Elvis 80: The Definitive Collection *****

Concept: The definitive single-disc anthology of Elvis Presley to celebrate his 80th year.

1. That's All Right
2. Good Rockin' Tonight
3. Baby, Let's Play House
4. Mystery Train
5. Heartbreak Hotel
6. Blue Suede Shoes
7. I Want You, I Need You, I Love You
8. Hound Dog
9. Don't Be Cruel
10. Love Me Tender
11. All Shook Up
12. (Let Me Be Your) Teddy Bear
13. Jailhouse Rock
14. One Night
15. Stuck On You
16. It's Now Or Never
17. Are You Lonesome Tonight?
18. Can't Help Falling In Love
19. Good Luck Charm
20. Return To Sender
21. Crying In The Chapel
22. Guitar Man
23. If I Can Dream
24. In The Ghetto
25. Suspicious Minds
26. Kentucky Rain
27. The Wonder Of You
28. Burning Love
29. Always On My Mind
30. Promised Land

Verdict: It's perfect (obviously).

Here's why:

1. It has more Sun recordings than any of the others. Elvis's Sun sides stand as nearly as influential as his early RCA sides, yet, few of the RCA collections (begrudgingly?) include them. Here, I went for his 4 essential Sun A-sides: "That's All Right," "Good Rockin' Tonight," "Baby, Let's Play House," & "Mystery Train."

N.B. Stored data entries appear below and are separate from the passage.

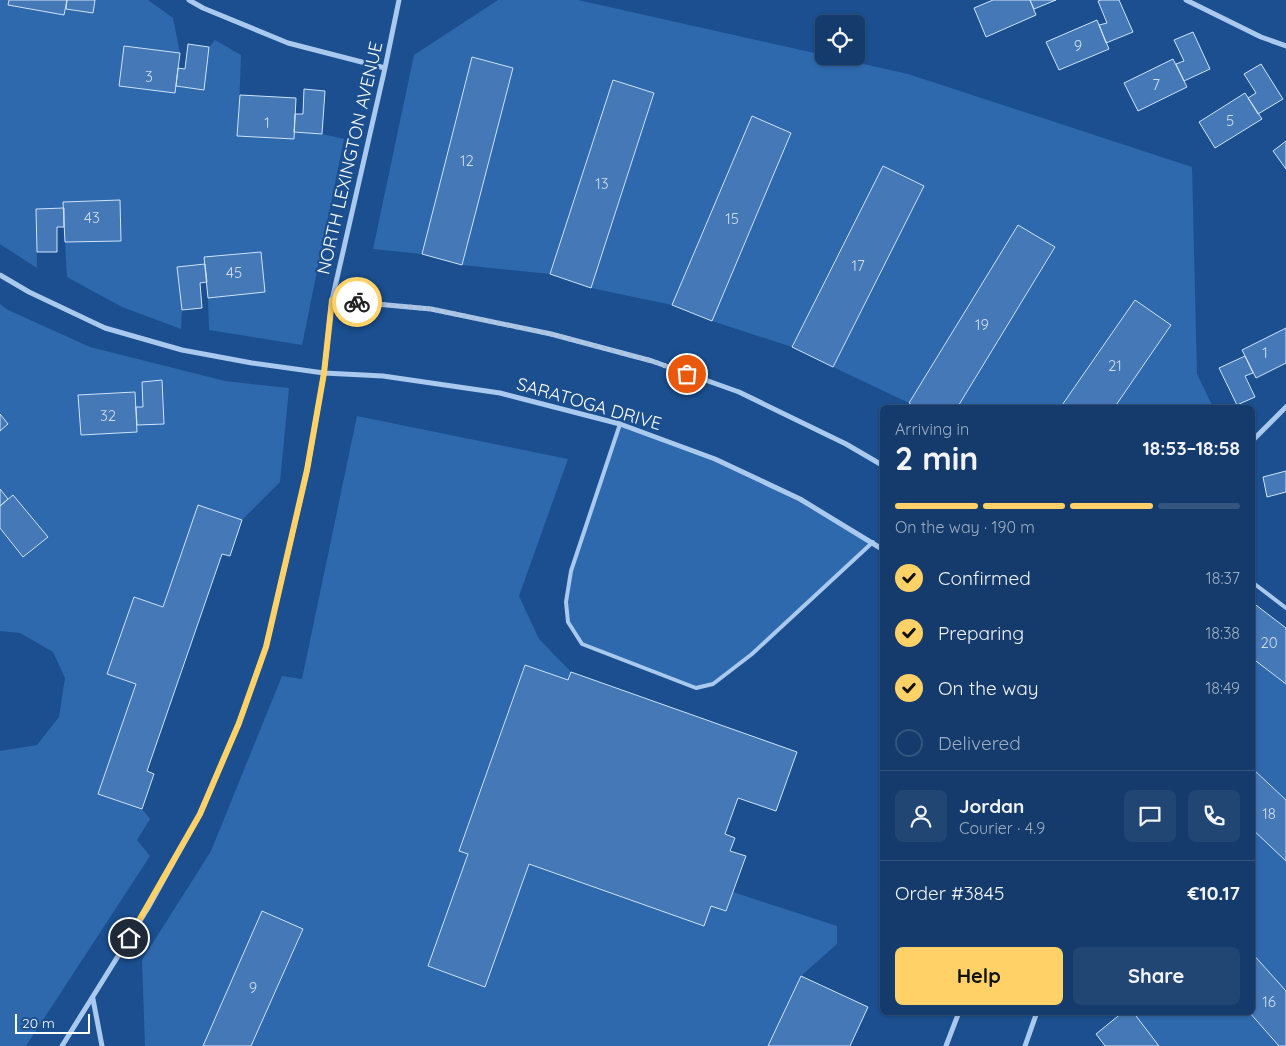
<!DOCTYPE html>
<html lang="en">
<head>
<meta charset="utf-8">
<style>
	:root { --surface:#143b6b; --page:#214673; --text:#f1f3f6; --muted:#9dadc1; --line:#33557e; --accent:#ffd166 }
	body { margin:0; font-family:Quicksand,sans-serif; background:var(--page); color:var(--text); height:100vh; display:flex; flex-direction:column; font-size:19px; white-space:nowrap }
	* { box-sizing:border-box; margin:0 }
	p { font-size:16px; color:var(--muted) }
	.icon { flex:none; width:28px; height:28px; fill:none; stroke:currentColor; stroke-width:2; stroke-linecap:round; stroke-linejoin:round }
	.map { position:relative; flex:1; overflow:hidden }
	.details { position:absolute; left:880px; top:405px; width:375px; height:610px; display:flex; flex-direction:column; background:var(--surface); border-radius:8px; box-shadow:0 1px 4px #0004,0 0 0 1px var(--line) }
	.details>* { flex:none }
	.fabs { position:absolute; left:815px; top:15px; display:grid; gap:10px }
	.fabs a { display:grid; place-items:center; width:50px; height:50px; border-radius:8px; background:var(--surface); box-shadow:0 1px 4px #0004,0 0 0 1px var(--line); font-size:25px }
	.scale { position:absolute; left:15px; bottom:12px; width:75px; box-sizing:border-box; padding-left:5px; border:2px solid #fff; border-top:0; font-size:14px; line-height:18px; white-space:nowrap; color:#fff; -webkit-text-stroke:4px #1b4f8f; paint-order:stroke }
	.pin { position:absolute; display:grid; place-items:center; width:42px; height:42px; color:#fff; margin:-21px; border:2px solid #fff; border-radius:50%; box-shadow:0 1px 5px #0007 }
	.courier { position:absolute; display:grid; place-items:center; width:50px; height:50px; margin:-25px; border:4px solid #ffd166; border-radius:50%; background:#fff; color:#222; box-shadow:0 1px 6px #0007 }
	.headline em { font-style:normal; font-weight:700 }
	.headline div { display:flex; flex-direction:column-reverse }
	.headline { display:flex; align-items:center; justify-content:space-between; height:85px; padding:0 15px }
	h1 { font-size:32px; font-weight:700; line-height:38px }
	.bar { display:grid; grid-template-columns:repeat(4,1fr); gap:8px 5px; align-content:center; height:60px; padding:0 15px }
	.bar i { height:6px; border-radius:4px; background:var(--line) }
	.bar .selected { background:var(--accent) }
	.bar p { grid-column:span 4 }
	.line { display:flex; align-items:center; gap:12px; padding:0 15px; border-top:1px solid var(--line) }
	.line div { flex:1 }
	.round { display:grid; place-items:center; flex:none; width:52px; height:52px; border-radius:8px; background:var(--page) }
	ol { padding:0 15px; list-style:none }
	li { display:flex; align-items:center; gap:15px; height:55px }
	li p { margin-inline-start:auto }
	li .icon { padding:5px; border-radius:50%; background:var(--accent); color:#111; stroke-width:4 }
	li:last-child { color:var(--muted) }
	li i { width:28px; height:28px; border:2px solid var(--line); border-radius:50% }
	.cta { display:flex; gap:10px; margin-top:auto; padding:10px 15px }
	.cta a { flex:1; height:58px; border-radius:8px; background:var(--accent); color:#111; font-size:20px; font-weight:700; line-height:58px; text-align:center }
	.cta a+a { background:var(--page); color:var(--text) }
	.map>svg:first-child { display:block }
	.green { fill:#2e69ad }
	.building { fill:#4478b7; stroke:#cfe3fa }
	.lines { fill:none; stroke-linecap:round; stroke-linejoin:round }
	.service { stroke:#a9c9ee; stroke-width:4 }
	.minor { stroke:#a9c9ee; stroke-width:5 }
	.done { stroke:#afc1d8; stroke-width:5; stroke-dasharray:0 9 }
	.route { stroke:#ffd166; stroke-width:6 }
	.labels { text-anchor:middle; stroke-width:4.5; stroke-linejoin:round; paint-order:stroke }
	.number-label { font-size:15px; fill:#d0dded }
	.street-label { font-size:18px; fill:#fff; stroke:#1b4f8f }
</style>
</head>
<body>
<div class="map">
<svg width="1286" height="1046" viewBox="0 0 1286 1046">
	<rect width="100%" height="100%" fill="#1b4f8f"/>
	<path class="green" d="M0,0h9v5l55,10 2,-6 27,4 2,-13h53l25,18 7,35 -56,-7 -5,40 56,7 1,-7 28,4 5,-43 6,-7 26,15 -3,81 56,3v-7l28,2 22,5 -42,206 -93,-15 -1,-32 57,-6 -5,-40 -55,5v7l-28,3 5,43 -1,19 -59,-22 -55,-30 -2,-35 56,-1 -1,-41 -56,2v6l-28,1 1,59 -37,-24z
		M498,0h80l330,74 284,93 5,207 16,33h-99l57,-81 -36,-26 -75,107h-103l98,-159 -37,-23 -109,178 -76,-36 91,-181 -41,-20 -91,181 -80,-26 79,-188 -39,-17 -80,189 -81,-17 63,-194 -40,-14 -64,194 -88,-9 51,-197 -40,-11 -51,197 -49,-5 41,-194z
		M0,304l8,6 82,37 135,34 64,7 -9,94 -38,38 -44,-15 -35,102 -29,-10 -27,77 29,10 -38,110 44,15 8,10 -13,21 13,16 -124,190h-26v-295l37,-6 22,-28 6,-39 -12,-26 -33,-19 -20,-2v-103l23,29 25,-20 -35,-42 -5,4 -8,-10v-58l8,-7 -8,-10z
		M357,416l211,43 -49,137 20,43 32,33 -3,8 -44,-14 -65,185 9,3 -40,113 57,19 44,-122 175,61 7,-19 15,5 7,-19 104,34v18l-36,32 -33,70h-517l52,-116 -41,-18 -59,134h-58l-3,-86 69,-109 71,-175 20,3z
		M620,424l95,35 85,40 73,43 -121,112 -39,30 -17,4 -114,-44 -14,-22 -2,-20 5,-31z
		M1253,658l33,26v116l-33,-32z
		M1252,829l34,32v130l-33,-38z
		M1133,1013h116l30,33h-120z"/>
	<path class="building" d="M9,0h58l-3,15 -56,-10z
		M67,0h28l-2,13 -27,-4z
		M993,0h37l6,15 -50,22 -12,-29z
		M1030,0h26l-22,9z
		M1101,0h18l14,32 -27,11 -7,-18 8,-2 -9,-22z
		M1097,20l12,29 -50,21 -13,-28z
		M1193,32l17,37 -26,12 -8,-17 8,-3 -10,-21z
		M188,44l21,3 -5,43 -28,-4 2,-18 7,1z
		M124,46l56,7 -5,40 -56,-7z
		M472,57l41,11 -51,197 -40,-11z
		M1173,59l14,28 -49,24 -14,-28z
		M1261,64l22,35 -25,15 -10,-16 8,-5 -12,-19z
		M613,80l41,13 -63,195 -41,-14z
		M304,89l21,2 -3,43 -28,-2 1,-18h8z
		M1245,93l17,26 -47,29 -16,-26z
		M240,95l56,3 -2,41 -57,-3z
		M752,116l39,17 -79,188 -40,-16z
		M1286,141v28l-13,-18z
		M883,166l41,20 -91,181 -41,-20z
		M120,200l1,41 -56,1 -2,-40z
		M64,208v19h-7v25h-20l-1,-43z
		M1018,225l37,22 -98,161h-41l-7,-5z
		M261,252l4,40 -57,6 -4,-41z
		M205,264l2,18 -7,1 2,25 -20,2 -5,-43z
		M1135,300l36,25 -57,83h-54z
		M1286,328v35l-30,15 -14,-28z
		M1245,356l8,17 -8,3 10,21 -18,8 -18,-37z
		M162,380l2,44 -27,1 -1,-18h7l-1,-25z
		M135,392l2,40 -56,3 -3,-40z
		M0,414l8,10 -8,7z
		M1286,471v21l-19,5 -4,-20z
		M0,489l8,10 -8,7z
		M13,495l35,42 -25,20 -23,-29v-22z
		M198,505l44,15 -12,36 -8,-2 -75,217 7,3 -12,35 -44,-15 38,-110 -29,-10 27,-77 29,10z
		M1252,602l34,26v56l-34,-26z
		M525,665l43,15 3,-8 226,80 -21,59 -38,-13 -13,36 10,4 -5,13 16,5 -20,55 -15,-5 -7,20 -175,-62 -44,123 -57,-21 40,-112 -9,-3z
		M1252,768l34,32v61l-34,-32z
		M262,911l41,18 -52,117h-48z
		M1252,953l34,38v55h-7l-30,-34h3z
		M801,976l67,31 -18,39h-82z
		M1123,1012h10l26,34h-54l-9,-12z"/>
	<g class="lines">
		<path class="service" d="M620,424l-49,147 -5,31 2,20 14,22 114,44 17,-4 39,-30 121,-112
			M1252,582l34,26"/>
		<path class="minor" d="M189,0l14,8 85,35 97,25
			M1186,0l75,37 25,9
			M0,275l29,17 76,36 77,22 70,13 72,10 59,3 117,17 120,31 95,35 85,40 82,50
			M332,300l99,9 120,25 101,27 87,31 107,52 36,21
			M1252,441l34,-34
			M93,999l9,47
			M62,1046l86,-138 52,-94 39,-91 27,-76 41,-176 17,-98 8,-73 53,-232 14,-68
			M946,1046l13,-34
			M1025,1046l12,-34"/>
	</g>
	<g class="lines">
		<path class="done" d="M357,302l74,7 120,25 101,27 35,13"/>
		<path class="route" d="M129,938l71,-124 39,-91 27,-76 41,-177 17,-97 8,-73 25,2"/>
	</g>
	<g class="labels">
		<g class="number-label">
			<text x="1078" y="51">9</text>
			<text x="149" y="82">3</text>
			<text x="1156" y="90">7</text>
			<text x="1230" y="126">5</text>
			<text x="267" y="128">1</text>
			<text x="467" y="166">12</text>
			<text x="602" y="189">13</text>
			<text x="92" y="223">43</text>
			<text x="732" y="224">15</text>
			<text x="858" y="271">17</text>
			<text x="234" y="278">45</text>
			<text x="982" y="330">19</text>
			<text x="1265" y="358">1</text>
			<text x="1115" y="371">21</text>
			<text x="108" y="421">32</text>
			<text x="1269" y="648">20</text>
			<text x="1269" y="819">18</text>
			<text x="253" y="993">9</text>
			<text x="1269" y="1007">16</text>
		</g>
		<g class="street-label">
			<text transform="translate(350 158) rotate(-77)" y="6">NORTH LEXINGTON AVENUE</text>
			<text transform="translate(589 404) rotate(16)" y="6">SARATOGA DRIVE</text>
		</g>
	</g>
</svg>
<div class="fabs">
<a><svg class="icon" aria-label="locate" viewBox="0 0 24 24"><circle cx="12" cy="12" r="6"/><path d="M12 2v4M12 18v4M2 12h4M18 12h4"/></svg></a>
</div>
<div class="scale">20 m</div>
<div class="pin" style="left:687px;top:374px;background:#ea580c"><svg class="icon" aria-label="bag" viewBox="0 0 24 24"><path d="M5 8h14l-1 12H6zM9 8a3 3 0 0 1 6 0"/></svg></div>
<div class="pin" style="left:129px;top:938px;background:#1f2937"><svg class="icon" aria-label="home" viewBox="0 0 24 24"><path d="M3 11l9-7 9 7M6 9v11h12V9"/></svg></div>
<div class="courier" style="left:357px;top:302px"><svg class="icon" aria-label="bike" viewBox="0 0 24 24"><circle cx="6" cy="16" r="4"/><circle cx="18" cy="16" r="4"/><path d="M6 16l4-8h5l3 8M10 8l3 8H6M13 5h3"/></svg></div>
<section class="details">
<div class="headline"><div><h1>2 min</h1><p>Arriving in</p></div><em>18:53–18:58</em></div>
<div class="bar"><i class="selected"></i><i class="selected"></i><i class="selected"></i><i></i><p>On the way · 190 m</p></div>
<ol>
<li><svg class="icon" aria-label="check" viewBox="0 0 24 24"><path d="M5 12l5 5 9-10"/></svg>Confirmed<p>18:37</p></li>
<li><svg class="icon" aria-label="check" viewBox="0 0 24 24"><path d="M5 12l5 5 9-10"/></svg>Preparing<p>18:38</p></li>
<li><svg class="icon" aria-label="check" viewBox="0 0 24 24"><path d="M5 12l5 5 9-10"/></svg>On the way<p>18:49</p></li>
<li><i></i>Delivered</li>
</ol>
<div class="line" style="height:90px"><a class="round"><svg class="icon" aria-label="person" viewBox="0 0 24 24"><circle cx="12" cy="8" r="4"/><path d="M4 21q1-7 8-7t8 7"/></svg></a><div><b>Jordan</b><p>Courier · 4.9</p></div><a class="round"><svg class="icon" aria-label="chat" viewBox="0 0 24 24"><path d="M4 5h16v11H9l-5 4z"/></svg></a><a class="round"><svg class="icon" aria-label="phone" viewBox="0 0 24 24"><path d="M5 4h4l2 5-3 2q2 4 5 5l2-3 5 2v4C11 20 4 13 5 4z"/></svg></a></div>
<div class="line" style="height:65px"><div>Order #3845</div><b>€10.17</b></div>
<div class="cta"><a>Help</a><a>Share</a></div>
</section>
</div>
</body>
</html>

2. It has more classic hits than the other "overview" collections. If you're making an anthology of someone like Bob Dylan or Bruce Springsteen, hits can become a relative term, as their biggest chart hits don't always line up with their definitive material. Elvis is a rare exception. Because he was first, virtually every major Elvis hit was a great & important record. Most collections leave off singles like "Stuck On You" & "Good Luck Charm," even though they are both not only major hits but some of the best Elvis songs of their time.

3. If you play your cards right, the hits do cover the range. Elvis 75 sought to show all sides of Elvis, but using the hits above, you can get that without including distracting fare like "Polk Salad Annie." This collection has rock ("Jailhouse Rock"), country ("Always On My Mind"), blues ("Hound Dog"), gospel ("Crying In The Chapel"), & live ("The Wonder Of You"), without any pandering.

4. The scope is kept intact. Like the old Legendary Performer LP, this album paints a complete picture of Elvis's career: The revolutionary Sun sides ("That's All Right"), the early RCA hits ("Heartbreak Hotel"), the post-Army resurgence ("It's Now Or Never"), the Hollywood decline ("Return To Sender"), the great comeback ("If I Can Dream"), the revelatory post-Comeback sessions ("Suspicious Minds"), the early Vegas era ("The Wonder Of You"), the final smash ("Burning Love"), & brings it all home with one last song ("Promised Land") that was his final truly essential recording.

So there you have it. The next time RCA (or whatever conglomerate they're now associated with) needs a perfect tracklist for a perfect Elvis album, look no further than here.

Just be sure to give me some credit--& an advance promo copy.